Resumen:
O discurso não é neutro, nem ingênuo. Ele administra e articula memórias,
ideologias e silêncios que constituem o homem e sua história. Tomando isso como
base, este estudo analisa o discurso docente sob a perspectiva da Análise do Discurso
francesa, fundamentando-se principalmente em Orlandi (2003), Brandão (2004) e
Maingueneau (2005). Examinamos os posicionamentos de professores de Língua
Portuguesa do Ensino Fundamental II sobre indisciplina e mau desempenho escolar.

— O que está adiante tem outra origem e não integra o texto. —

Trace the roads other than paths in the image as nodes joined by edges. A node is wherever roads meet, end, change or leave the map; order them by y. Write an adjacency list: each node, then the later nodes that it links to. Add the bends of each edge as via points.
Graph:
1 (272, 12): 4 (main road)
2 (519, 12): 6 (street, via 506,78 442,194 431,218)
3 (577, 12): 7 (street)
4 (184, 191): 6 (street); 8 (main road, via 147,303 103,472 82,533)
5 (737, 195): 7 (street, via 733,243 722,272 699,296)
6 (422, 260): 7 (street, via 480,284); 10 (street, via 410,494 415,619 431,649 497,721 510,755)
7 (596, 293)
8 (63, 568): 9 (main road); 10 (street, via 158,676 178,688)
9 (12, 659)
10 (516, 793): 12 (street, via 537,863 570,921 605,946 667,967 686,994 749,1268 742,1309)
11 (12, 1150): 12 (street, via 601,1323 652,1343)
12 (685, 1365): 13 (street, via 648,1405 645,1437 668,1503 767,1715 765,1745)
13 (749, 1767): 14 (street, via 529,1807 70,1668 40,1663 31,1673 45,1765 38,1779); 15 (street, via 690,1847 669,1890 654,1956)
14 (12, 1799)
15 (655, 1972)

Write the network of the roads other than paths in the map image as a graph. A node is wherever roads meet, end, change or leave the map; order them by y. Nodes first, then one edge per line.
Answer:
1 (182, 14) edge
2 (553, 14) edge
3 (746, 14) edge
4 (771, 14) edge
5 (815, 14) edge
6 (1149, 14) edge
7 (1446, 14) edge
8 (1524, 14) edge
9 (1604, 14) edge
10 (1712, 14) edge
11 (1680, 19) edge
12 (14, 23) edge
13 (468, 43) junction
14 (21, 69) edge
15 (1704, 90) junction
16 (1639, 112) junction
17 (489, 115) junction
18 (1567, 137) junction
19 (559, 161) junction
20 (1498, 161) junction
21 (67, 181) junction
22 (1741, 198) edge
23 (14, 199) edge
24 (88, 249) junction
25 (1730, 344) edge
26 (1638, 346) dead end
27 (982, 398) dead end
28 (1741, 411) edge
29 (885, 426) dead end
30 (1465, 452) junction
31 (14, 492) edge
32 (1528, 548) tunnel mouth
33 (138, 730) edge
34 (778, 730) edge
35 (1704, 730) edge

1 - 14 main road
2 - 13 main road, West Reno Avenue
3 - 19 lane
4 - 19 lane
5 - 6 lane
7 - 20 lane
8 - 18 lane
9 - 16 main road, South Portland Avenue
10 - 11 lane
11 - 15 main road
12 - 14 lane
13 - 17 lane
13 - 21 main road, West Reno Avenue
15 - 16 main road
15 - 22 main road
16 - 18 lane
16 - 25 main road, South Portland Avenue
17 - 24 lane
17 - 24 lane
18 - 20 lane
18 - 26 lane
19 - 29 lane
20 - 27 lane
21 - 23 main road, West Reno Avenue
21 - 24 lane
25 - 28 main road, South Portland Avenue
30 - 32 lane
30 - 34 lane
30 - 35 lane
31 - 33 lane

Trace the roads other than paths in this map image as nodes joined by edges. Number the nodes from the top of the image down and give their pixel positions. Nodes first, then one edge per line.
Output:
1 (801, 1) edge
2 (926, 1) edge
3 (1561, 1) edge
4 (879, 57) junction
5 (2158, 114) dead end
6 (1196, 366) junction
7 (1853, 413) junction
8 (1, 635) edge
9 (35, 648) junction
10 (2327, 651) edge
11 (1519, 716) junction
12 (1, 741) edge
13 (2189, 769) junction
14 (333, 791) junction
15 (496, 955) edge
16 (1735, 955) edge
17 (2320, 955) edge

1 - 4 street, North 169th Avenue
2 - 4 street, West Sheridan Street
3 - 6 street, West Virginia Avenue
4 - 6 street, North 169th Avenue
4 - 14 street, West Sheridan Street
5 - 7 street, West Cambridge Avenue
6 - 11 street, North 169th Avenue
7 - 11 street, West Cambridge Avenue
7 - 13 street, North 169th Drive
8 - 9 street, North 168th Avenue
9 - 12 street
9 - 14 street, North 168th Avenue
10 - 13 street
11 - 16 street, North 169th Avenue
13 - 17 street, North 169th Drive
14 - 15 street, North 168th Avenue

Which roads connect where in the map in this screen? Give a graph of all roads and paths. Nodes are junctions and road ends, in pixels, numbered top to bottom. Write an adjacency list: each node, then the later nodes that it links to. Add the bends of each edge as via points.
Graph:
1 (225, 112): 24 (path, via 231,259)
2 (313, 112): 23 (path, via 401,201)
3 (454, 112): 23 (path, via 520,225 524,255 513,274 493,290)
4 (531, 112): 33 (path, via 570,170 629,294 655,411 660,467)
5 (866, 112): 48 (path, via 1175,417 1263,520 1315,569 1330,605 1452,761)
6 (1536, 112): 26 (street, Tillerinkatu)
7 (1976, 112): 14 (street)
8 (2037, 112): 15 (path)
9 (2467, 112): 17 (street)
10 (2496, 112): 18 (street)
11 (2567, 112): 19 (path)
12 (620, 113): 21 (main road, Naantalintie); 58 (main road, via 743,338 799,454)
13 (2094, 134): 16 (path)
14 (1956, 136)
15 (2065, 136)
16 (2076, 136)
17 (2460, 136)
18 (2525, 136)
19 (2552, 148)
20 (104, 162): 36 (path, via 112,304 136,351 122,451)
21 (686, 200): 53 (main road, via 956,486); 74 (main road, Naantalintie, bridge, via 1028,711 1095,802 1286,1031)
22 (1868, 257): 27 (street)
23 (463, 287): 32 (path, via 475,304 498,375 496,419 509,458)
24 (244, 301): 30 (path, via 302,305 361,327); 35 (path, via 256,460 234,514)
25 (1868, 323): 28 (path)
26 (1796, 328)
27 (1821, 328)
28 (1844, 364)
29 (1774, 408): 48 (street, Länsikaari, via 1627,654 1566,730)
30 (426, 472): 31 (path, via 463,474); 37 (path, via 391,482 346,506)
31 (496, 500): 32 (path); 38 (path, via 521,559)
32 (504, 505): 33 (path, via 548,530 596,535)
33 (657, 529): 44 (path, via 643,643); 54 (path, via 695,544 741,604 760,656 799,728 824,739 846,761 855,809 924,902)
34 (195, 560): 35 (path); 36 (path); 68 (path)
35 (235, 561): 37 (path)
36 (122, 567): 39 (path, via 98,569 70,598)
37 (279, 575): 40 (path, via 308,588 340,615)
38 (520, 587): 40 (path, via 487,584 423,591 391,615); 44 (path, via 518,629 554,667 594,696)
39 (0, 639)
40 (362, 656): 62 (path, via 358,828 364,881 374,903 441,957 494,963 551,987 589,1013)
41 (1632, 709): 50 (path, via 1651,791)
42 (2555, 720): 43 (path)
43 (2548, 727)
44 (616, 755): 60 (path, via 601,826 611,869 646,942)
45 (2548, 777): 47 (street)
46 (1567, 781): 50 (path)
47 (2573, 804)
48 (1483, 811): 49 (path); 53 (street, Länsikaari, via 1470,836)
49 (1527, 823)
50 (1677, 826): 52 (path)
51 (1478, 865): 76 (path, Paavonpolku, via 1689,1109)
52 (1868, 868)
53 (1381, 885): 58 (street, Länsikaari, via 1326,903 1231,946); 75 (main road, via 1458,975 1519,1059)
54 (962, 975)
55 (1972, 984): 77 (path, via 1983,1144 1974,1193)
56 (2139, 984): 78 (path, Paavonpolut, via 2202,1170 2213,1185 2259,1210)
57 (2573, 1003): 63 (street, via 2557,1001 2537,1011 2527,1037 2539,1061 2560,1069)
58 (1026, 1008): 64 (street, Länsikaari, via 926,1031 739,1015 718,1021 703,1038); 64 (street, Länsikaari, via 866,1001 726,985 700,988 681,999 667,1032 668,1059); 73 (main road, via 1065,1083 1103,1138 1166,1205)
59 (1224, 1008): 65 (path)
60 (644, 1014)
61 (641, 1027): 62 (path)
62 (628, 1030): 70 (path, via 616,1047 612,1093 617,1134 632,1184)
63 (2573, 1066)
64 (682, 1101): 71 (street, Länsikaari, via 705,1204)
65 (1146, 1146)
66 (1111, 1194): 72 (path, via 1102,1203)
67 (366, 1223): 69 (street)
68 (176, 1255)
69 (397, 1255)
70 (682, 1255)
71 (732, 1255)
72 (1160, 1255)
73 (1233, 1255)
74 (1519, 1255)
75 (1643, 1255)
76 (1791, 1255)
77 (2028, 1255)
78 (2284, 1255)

Para isso, foram realizadas e registradas em arquivos de áudio seis entrevistas
semiestruturadas com professores do município de Barreira e sete entrevistas com
professores do município de Redenção. Problematizamos os entrecruzamentos
discursivos presentes no discurso docente e refletimos sobre a construção simbólica da
realidade a partir do olhar desses sujeitos aparentemente neutros, mas carregados de
ideologias. Em nossas entrevistas, percebemos que os docentes apropriaram-se de
quatro ideias socialmente instituídas: a) A interação em sala é regulada pelo professor;
b) A indisciplina é fruto da relação do aluno com seu contexto familiar; c) Respeito se
associa à ideia de temor; d) Afetividade é o principal instrumento de aproximação com
os alunos. Os resultados apontam para uma busca pelos velhos tempos da "boa
docência", o que se evidencia através das tensões entre o discurso da pedagogia atual
e o discurso da pedagogia tradicional, frequentemente misturados nos enunciados do
corpus coletado. Além disso, constatamos a presença de discursos outros, como o
sexista, o capitalista, o jurídico e o religioso, também evidenciada nos textos
analisados.
Descripción:
SOARES, Roberta Rafaela Bernardino da Silva. Reflexões sobre o discurso docente acerca da indisciplina e do mau desempenho escolar. 26f. Artigo (Graduação) -Curso de Letras Língua Portuguesa, Instituto de Humanidades e Letras, Universidade da Integração Internacional da Lusofonia Afro-Brasileira, Redenção, 2017.